▶ _WHAT IS BEING ASKED_
Report the number of lines of the listing below containing the string "Álvarez", with nothing added.

▶ _INFORMATION PROVIDED_
-------------------------

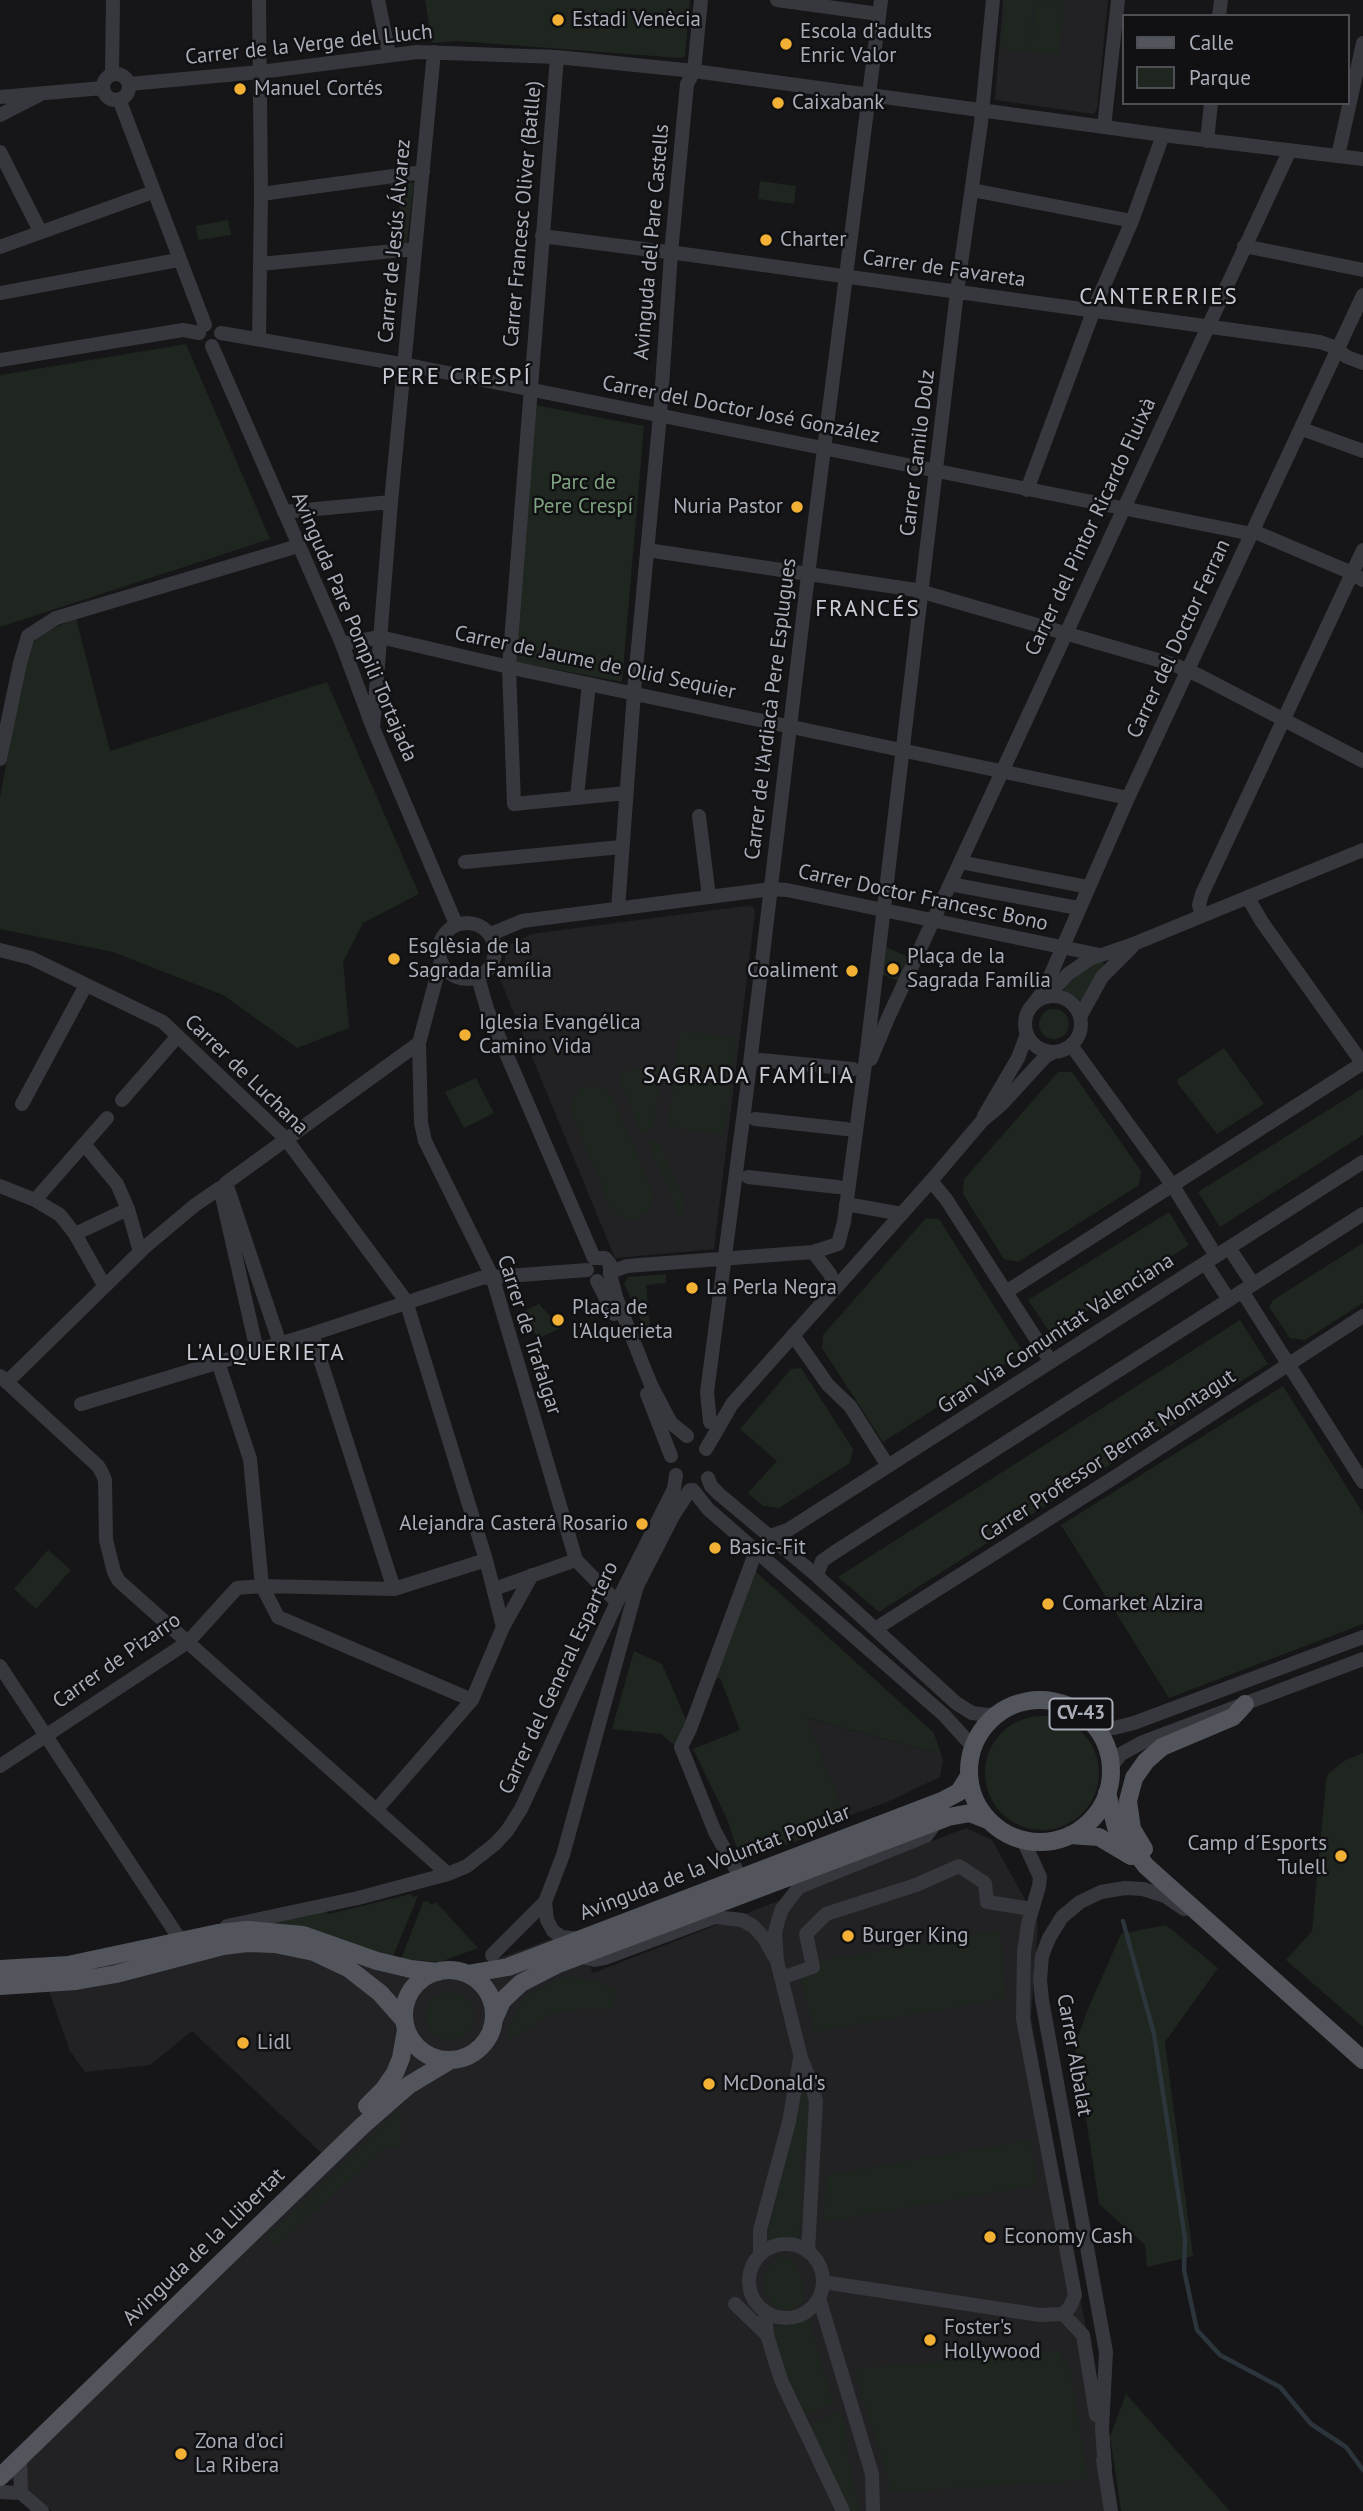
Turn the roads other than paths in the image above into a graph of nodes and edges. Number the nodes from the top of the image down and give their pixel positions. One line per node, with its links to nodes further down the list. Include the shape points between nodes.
1 (113, 0): 15 (street)
2 (259, 0): 14 (street)
3 (378, 0): 11 (street)
4 (702, 0): 13 (street, Avinguda del Pare Castells)
5 (777, 0): 8 (street)
6 (993, 0): 23 (street, Carrer Camilo Dolz)
7 (1118, 0): 25 (street)
8 (880, 7): 19 (street, Carrer de l'Ardiacà Pere Esplugues)
9 (1363, 43): 30 (street)
10 (434, 52): 11 (street, Carrer de la Verge del Lluch); 12 (street, Carrer de la Verge del Lluch); 32 (street, Carrer de Jesús Álvarez)
11 (388, 54): 14 (street, Carrer de la Verge del Lluch)
12 (556, 57): 13 (street, Carrer de la Verge del Lluch); 38 (street, Carrer Francesc Oliver (Batlle))
13 (694, 71): 19 (street, Carrer de la Verge del Lluch); 42 (street, Avinguda del Pare Castells, via 687,84)
14 (260, 72): 16 (street, Carrer de la Verge del Lluch); 35 (street)
15 (112, 74): 16 (street, via 121,74); 17 (street)
16 (129, 83): 21 (street, via 128,92)
17 (103, 88): 18 (street); 21 (street, via 107,96)
18 (47, 91): 20 (street); 24 (street)
19 (869, 96): 23 (street, Carrer de la Verge del Lluch); 46 (street, Carrer de l'Ardiacà Pere Esplugues)
20 (0, 97)
21 (119, 99): 34 (street)
22 (1211, 105): 27 (street)
23 (983, 109): 25 (street, Carrer de la Verge del Lluch); 33 (street, Carrer Camilo Dolz)
24 (0, 115)
25 (1104, 127): 26 (street, Carrer de la Verge del Lluch)
26 (1163, 135): 27 (street, Carrer de la Verge del Lluch); 36 (street)
27 (1207, 141): 29 (street, Carrer de la Verge del Lluch)
28 (0, 152): 37 (street)
29 (1289, 152): 30 (street, Carrer de la Verge del Lluch); 39 (street, Carrer del Pintor Ricardo Fluixà)
30 (1338, 156): 31 (street, Carrer de la Verge del Lluch)
31 (1363, 159)
32 (423, 172): 35 (street); 41 (street, Carrer de Jesús Álvarez)
33 (972, 190): 36 (street); 47 (street, Carrer Camilo Dolz)
34 (153, 192): 37 (street); 43 (street)
35 (261, 194): 44 (street)
36 (1132, 221): 50 (street)
37 (40, 231): 40 (street)
38 (542, 236): 42 (street, Carrer de Favareta); 60 (street, Carrer Francesc Oliver (Batlle))
39 (1244, 246): 45 (street); 51 (street, Carrer del Pintor Ricardo Fluixà)
40 (0, 247)
41 (415, 249): 44 (street); 59 (street, Carrer de Jesús Álvarez)
42 (671, 253): 46 (street, Carrer de Favareta); 61 (street, Avinguda del Pare Castells)
43 (178, 260): 48 (street); 52 (street)
44 (260, 264): 54 (street)
45 (1363, 270)
46 (847, 276): 47 (street, Carrer de Favareta); 63 (street, Carrer de l'Ardiacà Pere Esplugues)
47 (957, 292): 50 (street, Carrer de Favareta); 65 (street, Carrer Camilo Dolz)
48 (0, 293)
49 (1363, 295): 56 (street, Carrer del Doctor Ferran)
50 (1093, 312): 51 (street, Carrer de Favareta); 66 (street)
51 (1207, 326): 56 (street, Carrer de Favareta, via 1320,342); 68 (street, Carrer del Pintor Ricardo Fluixà)
52 (202, 329): 53 (street, via 215,324); 55 (street, via 202,342); 57 (street)
53 (221, 333): 54 (street, Carrer del Doctor José González); 55 (street)
54 (259, 339): 59 (street, Carrer del Doctor José González)
55 (212, 346): 69 (street, Avinguda Pare Pompili Tortajada)
56 (1338, 350): 58 (street, Carrer de Favareta); 62 (street, Carrer del Doctor Ferran)
57 (0, 360)
58 (1363, 363)
59 (405, 365): 60 (street, Carrer del Doctor José González); 67 (street, Carrer de Jesús Álvarez)
60 (530, 389): 61 (street, Carrer del Doctor José González); 80 (street, Carrer Francesc Oliver (Batlle))
61 (660, 415): 63 (street, Carrer del Doctor José González); 72 (street, Avinguda del Pare Castells)
62 (1302, 429): 64 (street); 70 (street, Carrer del Doctor Ferran)
63 (825, 449): 65 (street, Carrer del Doctor José González); 74 (street, Carrer de l'Ardiacà Pere Esplugues)
64 (1363, 451)
65 (937, 471): 66 (street, Carrer del Doctor José González); 76 (street, Carrer Camilo Dolz)
66 (1027, 490): 68 (street, Carrer del Doctor José González)
67 (391, 502): 69 (street); 78 (street, Carrer de Jesús Álvarez)
68 (1125, 509): 70 (street, Carrer del Doctor José González); 77 (street, Carrer del Pintor Ricardo Fluixà)
69 (284, 512): 71 (street, Avinguda Pare Pompili Tortajada)
70 (1252, 532): 75 (street, Carrer del Doctor José González); 81 (street, Carrer del Doctor Ferran)
71 (298, 546): 79 (street, Avinguda Pare Pompili Tortajada); 88 (street, via 56,618 27,636)
72 (647, 550): 74 (street); 83 (street, Avinguda del Pare Castells)
73 (1363, 550): 75 (street)
74 (808, 575): 76 (street); 85 (street, Carrer de l'Ardiacà Pere Esplugues)
75 (1358, 576): 84 (street)
76 (923, 592): 77 (street); 87 (street, Carrer Camilo Dolz)
77 (1066, 634): 81 (street); 90 (street, Carrer del Pintor Ricardo Fluixà)
78 (380, 637): 79 (street, Carrer de Jaume de Olid Sequier); 80 (street, Carrer de Jaume de Olid Sequier); 86 (street, Carrer de Jesús Álvarez)
79 (342, 644): 86 (street, Avinguda Pare Pompili Tortajada)
80 (509, 667): 82 (street, Carrer de Jaume de Olid Sequier); 92 (street, Carrer Francesc Oliver (Batlle), via 514,804)
81 (1188, 670): 84 (street); 93 (street, Carrer del Doctor Ferran)
82 (589, 684): 83 (street, Carrer de Jaume de Olid Sequier); 92 (street)
83 (634, 693): 85 (street, Carrer de Jaume de Olid Sequier); 91 (street, Avinguda del Pare Castells)
84 (1283, 719): 89 (street); 109 (street, via 1199,901)
85 (790, 726): 87 (street, Carrer de Jaume de Olid Sequier); 102 (street, Carrer de l'Ardiacà Pere Esplugues)
86 (373, 728): 111 (street, Avinguda Pare Pompili Tortajada)
87 (902, 750): 90 (street, Carrer de Jaume de Olid Sequier); 108 (street, Carrer Camilo Dolz)
88 (0, 760)
89 (1363, 761)
90 (1002, 771): 93 (street, Carrer de Jaume de Olid Sequier); 98 (street, Carrer del Pintor Ricardo Fluixà)
91 (626, 793): 92 (street); 95 (street, Avinguda del Pare Castells)
92 (577, 796)
93 (1128, 798): 101 (street, Carrer del Doctor Ferran)
94 (699, 816): 104 (street)
95 (621, 847): 97 (street); 107 (street, Avinguda del Pare Castells)
96 (1363, 850): 105 (street)
97 (465, 862)
98 (960, 862): 99 (street); 100 (street, Carrer del Pintor Ricardo Fluixà)
99 (1018, 873): 101 (street); 103 (street)
100 (950, 884): 103 (street); 110 (street, Carrer del Pintor Ricardo Fluixà)
101 (1088, 887): 106 (street, Carrer del Doctor Ferran)
102 (772, 889): 104 (street, Carrer Doctor Francesc Bono); 108 (street, Carrer Doctor Francesc Bono); 157 (street, Carrer de l'Ardiacà Pere Esplugues)
103 (1014, 896): 106 (street)
104 (709, 897): 107 (street, Carrer Doctor Francesc Bono)
105 (1248, 898): 109 (street); 130 (street)
106 (1078, 908): 114 (street, Carrer del Doctor Ferran)
107 (618, 909): 112 (street, Carrer Doctor Francesc Bono, via 522,921)
108 (882, 910): 110 (street, Carrer Doctor Francesc Bono); 132 (street)
109 (1202, 916): 113 (street)
110 (933, 921): 114 (street, Carrer Doctor Francesc Bono); 132 (street)
111 (456, 925): 112 (street, via 475,923); 117 (street, via 439,944)
112 (491, 934): 119 (street, via 495,958)
113 (1136, 943): 116 (street); 123 (street, via 1102,977)
114 (1061, 948): 116 (street, Carrer Doctor Francesc Bono); 122 (street, Carrer del Doctor Ferran)
115 (0, 950): 120 (street, Carrer de Luchana, via 31,958)
116 (1100, 955): 122 (street, via 1068,974)
117 (440, 961): 118 (street); 121 (street, Carrer de Trafalgar)
118 (450, 974): 119 (street); 121 (street)
119 (478, 977): 158 (street)
120 (86, 985): 125 (street, Carrer de Luchana, via 163,1022); 134 (street)
121 (434, 989): 126 (street, Carrer de Trafalgar)
122 (1041, 999): 123 (street, via 1063,998); 124 (street, via 1026,1016)
123 (1080, 1017): 127 (street, via 1079,1033)
124 (1027, 1034): 128 (street, via 1038,1047); 137 (street)
125 (177, 1037): 133 (street); 139 (street, Carrer de Luchana)
126 (419, 1043): 139 (street); 160 (street, Carrer de Trafalgar, via 425,1141)
127 (1070, 1045): 128 (street); 146 (street)
128 (1054, 1052): 137 (street)
129 (761, 1059): 131 (street)
130 (1362, 1064): 146 (street)
131 (852, 1069)
132 (862, 1083): 149 (street)
133 (122, 1100)
134 (22, 1104)
135 (107, 1118): 140 (street)
136 (755, 1119): 138 (street)
137 (982, 1121): 143 (street)
138 (846, 1129)
139 (286, 1139): 145 (street); 166 (street, Carrer de Luchana)
140 (84, 1144): 148 (street); 150 (street, via 117,1184)
141 (1363, 1162): 156 (street, Gran Via Comunitat Valenciana)
142 (748, 1177): 147 (street)
143 (931, 1181): 151 (street); 164 (street)
144 (0, 1186): 148 (street)
145 (223, 1186): 154 (street); 170 (street); 171 (street)
146 (1173, 1186): 156 (street); 164 (street)
147 (838, 1187)
148 (35, 1200): 153 (street, via 60,1215)
149 (846, 1204): 151 (street); 155 (street, via 838,1244)
150 (128, 1209): 153 (street); 154 (street)
151 (902, 1214): 163 (street)
152 (1363, 1214): 162 (street)
153 (75, 1234): 161 (street)
154 (142, 1250): 161 (street)
155 (813, 1252): 157 (street); 163 (street)
156 (1217, 1256): 162 (street); 165 (street); 173 (street, Gran Via Comunitat Valenciana)
157 (726, 1258): 159 (street, via 627,1266); 178 (street, Carrer de l'Ardiacà Pere Esplugues, via 708,1392)
158 (593, 1270): 159 (street, via 603,1281); 159 (street, via 606,1258); 160 (street); 181 (street)
159 (611, 1273): 179 (street, via 651,1385 671,1423)
160 (492, 1276): 166 (street); 190 (street, Carrer de Trafalgar)
161 (104, 1285): 175 (street)
162 (1247, 1288): 165 (street); 174 (street)
163 (835, 1289): 169 (street)
164 (1006, 1292): 173 (street)
165 (1229, 1300): 192 (street, via 835,1552 819,1565)
166 (406, 1301): 168 (street); 189 (street, Carrer de Luchana)
167 (1363, 1316): 174 (street, Carrer Professor Bernat Montagut)
168 (312, 1334): 170 (street); 195 (street)
169 (793, 1335): 177 (street); 182 (street, via 828,1385 850,1406)
170 (280, 1344): 171 (street)
171 (257, 1351): 172 (street)
172 (218, 1362): 176 (street); 193 (street, via 250,1459)
173 (1051, 1362): 182 (street, Gran Via Comunitat Valenciana)
174 (1288, 1364): 185 (street); 198 (street, Carrer Professor Bernat Montagut)
175 (3, 1379): 200 (street, via 98,1466 105,1480 106,1540 114,1573)
176 (80, 1404)
177 (727, 1409): 178 (street); 180 (street)
178 (710, 1422): 179 (street)
179 (689, 1436): 180 (street); 181 (street, via 677,1438)
180 (706, 1449): 184 (street)
181 (671, 1456): 183 (street)
182 (888, 1466): 187 (street, Gran Via Comunitat Valenciana, via 788,1530)
183 (676, 1475): 186 (street); 196 (street, Carrer del General Espartero, via 674,1489)
184 (708, 1478): 186 (street, via 703,1487); 187 (street, via 719,1494)
185 (1363, 1482)
186 (691, 1490): 188 (street); 221 (street, via 637,1586 563,1855)
187 (770, 1536): 192 (street)
188 (756, 1551): 208 (street, via 944,1715); 219 (street, via 681,1747 715,1832)
189 (486, 1559): 194 (street, Carrer de Luchana); 195 (street, Carrer de Pizarro)
190 (576, 1560): 191 (street); 196 (street, Carrer de Trafalgar)
191 (532, 1575): 194 (street); 197 (street)
192 (817, 1576): 198 (street)
193 (262, 1586): 195 (street, Carrer de Pizarro); 200 (street, Carrer de Pizarro, via 237,1588); 203 (street, via 278,1618)
194 (494, 1589): 197 (street, Carrer de Luchana)
195 (394, 1590)
196 (617, 1602): 220 (street, Carrer del General Espartero, via 521,1809 507,1831 482,1855)
197 (503, 1627): 203 (street)
198 (875, 1629): 205 (street, via 956,1703 972,1713)
199 (1363, 1637): 206 (street, via 1134,1723)
200 (188, 1642): 207 (street, Carrer de Pizarro); 213 (street)
201 (1363, 1659): 204 (street)
202 (0, 1667): 207 (street)
203 (472, 1700): 213 (street)
204 (1245, 1704): 210 (street, via 1143,1742 1121,1754); 224 (main road, via 1233,1717 1154,1753 1134,1778 1128,1801 1139,1843 1192,1894)
205 (997, 1714): 206 (main road, CV-43, via 1037,1700 1059,1703); 208 (main road)
206 (1094, 1726): 210 (main road, CV-43, via 1106,1745)
207 (45, 1737): 209 (street, Carrer de Pizarro); 223 (street)
208 (973, 1747): 211 (main road)
209 (0, 1766)
210 (1111, 1767): 212 (main road, CV-43)
211 (968, 1776): 214 (main road, via 978,1807); 225 (main road, Avinguda de la Voluntat Popular, via 959,1792 942,1801)
212 (1107, 1793): 216 (main road, CV-43, via 1089,1822); 218 (main road, CV-43, via 1116,1827)
213 (377, 1809): 220 (street)
214 (988, 1820): 215 (main road, Avinguda de la Voluntat Popular, via 970,1813); 217 (main road)
215 (937, 1821): 225 (main road, Avinguda de la Voluntat Popular); 228 (street, Avinguda de la Voluntat Popular, via 926,1836 799,1887 778,1921)
216 (1070, 1835): 217 (main road, CV-43, via 1047,1841); 218 (main road, CV-43, via 1099,1837)
217 (1023, 1840): 222 (street, Carrer Albalat, via 1040,1877)
218 (1146, 1866): 224 (main road, CV-43)
219 (737, 1871)
220 (448, 1874): 223 (street, Carrer del General Espartero)
221 (545, 1902): 225 (street, via 553,1931); 227 (street)
222 (1032, 1909): 232 (street, via 987,1902 985,1883 959,1866 826,1914 806,1934 813,1967); 248 (street, Carrer Albalat, via 1024,1952 1023,2019 1075,2295)
223 (179, 1938): 226 (street, Carrer del General Espartero)
224 (1233, 1943): 235 (main road, CV-43)
225 (579, 1948): 228 (street, Avinguda de la Voluntat Popular, via 595,1961 715,1917 753,1926); 231 (main road, Avinguda de la Voluntat Popular); 237 (main road, Avinguda de la Voluntat Popular, via 521,1983 502,2001)
226 (143, 1949): 229 (main road, via 68,1965); 230 (main road, via 218,1933 265,1930 303,1935 377,1961)
227 (492, 1955)
228 (776, 1961): 232 (street)
229 (0, 1969)
230 (438, 1972): 231 (main road); 238 (main road, via 412,1990 404,2010)
231 (467, 1974): 237 (main road, via 485,1989)
232 (781, 1978): 239 (street)
233 (0, 1986): 234 (main road)
234 (24, 1986): 236 (street); 238 (main road, via 116,1974 223,1946 275,1944 314,1952 348,1968 380,1993)
235 (1288, 1993): 240 (main road, CV-43); 252 (street, Carrer Albalat, via 1175,1902 1143,1889 1091,1896 1069,1910 1048,1938 1041,1969 1042,2000 1106,2352)
236 (0, 1996)
237 (494, 2019): 241 (main road, via 484,2043 463,2058)
238 (405, 2025): 241 (main road, via 411,2040 428,2055); 251 (main road, Avinguda de la Llibertat, via 401,2058 384,2090)
239 (801, 2058): 242 (street, via 816,2101); 243 (street, via 760,2230)
240 (1363, 2060)
241 (449, 2061): 250 (main road, Avinguda de la Llibertat, via 409,2085 362,2126)
242 (808, 2252): 243 (street, via 778,2246); 244 (street, via 821,2271)
243 (760, 2255): 247 (street, via 752,2266 749,2286)
244 (822, 2282): 245 (street); 248 (street, via 1040,2315)
245 (818, 2298): 247 (street, via 801,2315 776,2317); 258 (street, via 872,2474)
246 (735, 2304): 249 (street)
247 (765, 2312): 249 (street)
248 (1063, 2314): 252 (street, Carrer Albalat, via 1083,2335)
249 (767, 2334): 257 (street, via 781,2380)
250 (20, 2457): 253 (main road, Avinguda de la Llibertat); 255 (street)
251 (0, 2465)
252 (1105, 2469): 259 (street, Carrer Albalat)
253 (0, 2477)
254 (0, 2493): 255 (street)
255 (21, 2493): 256 (street)
256 (42, 2511)
257 (843, 2511)
258 (873, 2511)
259 (1111, 2511)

-------------------------

▶ _RESULT FOR THIS TASK_
6